Sermon by Rabbinic Intern Jacob Lipkin’s for Parshat Vaera, January 25, 2025
.ברוך אתה ה׳ אלוקינו מלך העולם, מתיר אסורים
Blessed are You, Hashem our God, Ruler of the World, who frees captives.
It might surprise you to hear, especially for those of you who have been gracious enough to give graciously of yourselves to Shomrei, that the most difficult professional challenge of my career did not take place in a synagogue. The most difficult work situation I’ve faced, and this is surprising to me as well, did not even include Jews!
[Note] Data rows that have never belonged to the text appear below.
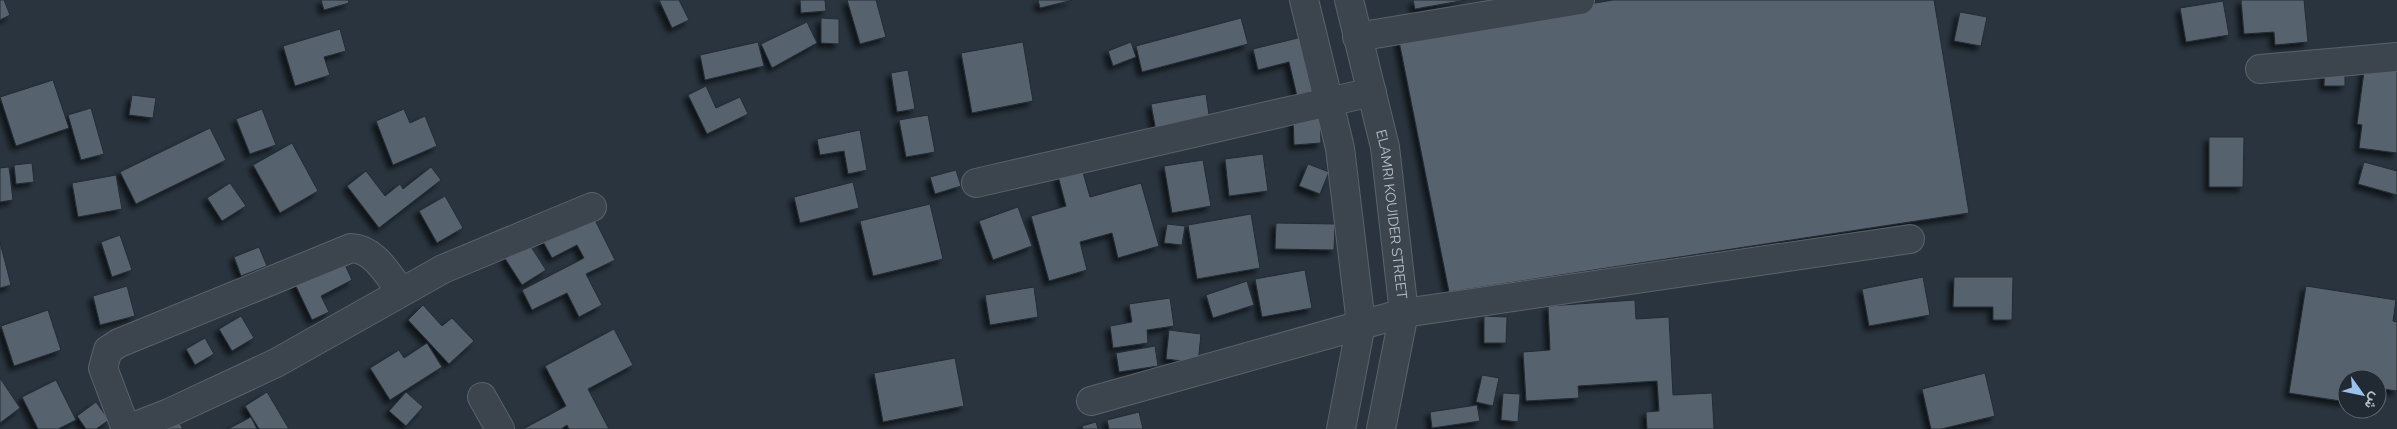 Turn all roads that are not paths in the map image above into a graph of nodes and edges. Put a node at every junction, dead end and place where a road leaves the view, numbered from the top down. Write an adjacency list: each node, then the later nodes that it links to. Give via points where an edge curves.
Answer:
1 (1304, 0): 8 (street)
2 (1349, 0): 4 (street, ELAMRI KOUIDER STREET)
3 (1580, 0): 4 (street)
4 (1358, 37): 7 (street, ELAMRI KOUIDER STREET)
5 (2397, 57): 6 (street)
6 (2260, 69)
7 (1372, 92): 8 (street); 13 (street, ELAMRI KOUIDER STREET, via 1385,146)
8 (1328, 101): 9 (street); 14 (street, via 1340,148)
9 (976, 183)
10 (592, 206): 12 (street, via 442,269)
11 (1910, 239): 13 (street)
12 (401, 292): 17 (street, via 276,363 170,413); 17 (street, via 374,257 359,248 351,248 119,343 108,350 103,368)
13 (1404, 313): 14 (street); 20 (street, ELAMRI KOUIDER STREET)
14 (1361, 324): 16 (street); 19 (street)
15 (482, 398): 18 (street)
16 (1091, 401)
17 (127, 429)
18 (500, 429)
19 (1340, 429)
20 (1381, 429)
I’ve shared with some of you that my first job out of college was as a 6th grade history teacher in a Brooklyn public charter school. In addition to the courses I taught on world history, I was also the homeroom advisor for 15 utterly rambunctious boys. On Fridays in our school, we engaged in a quasi-spiritual practice called “circle time”. The core of circle time was that, each week, a few people would step forward and share personally and extensively about a difficulty from this past week, and the rest of the group would affirm them. However, my advisory never got around to that part, because circle time begins with a quick go-around of everyone stating what they are currently feeling. It’s mean to be as simple as saying “I’m Jacob, and I’m feeling vulnerable.” Yet, to my bafflement, my 6th graders were totally incapable of this seemingly simple task. Most of them would only say “I’m tired,” which, psychologists would note, is not technically an emotion. So we made a rule banning “I’m tired” – you weren’t allowed to be tired! But my boys would sooner have a full-on meltdown than articulate a feeling. Kids whom I knew to be easygoing would abruptly misbehave and disrupt when it came time to share feelings. I even printed out the “wheel of emotions” and handed out copies to guide folks’ naming of emotions, but it was all for naught.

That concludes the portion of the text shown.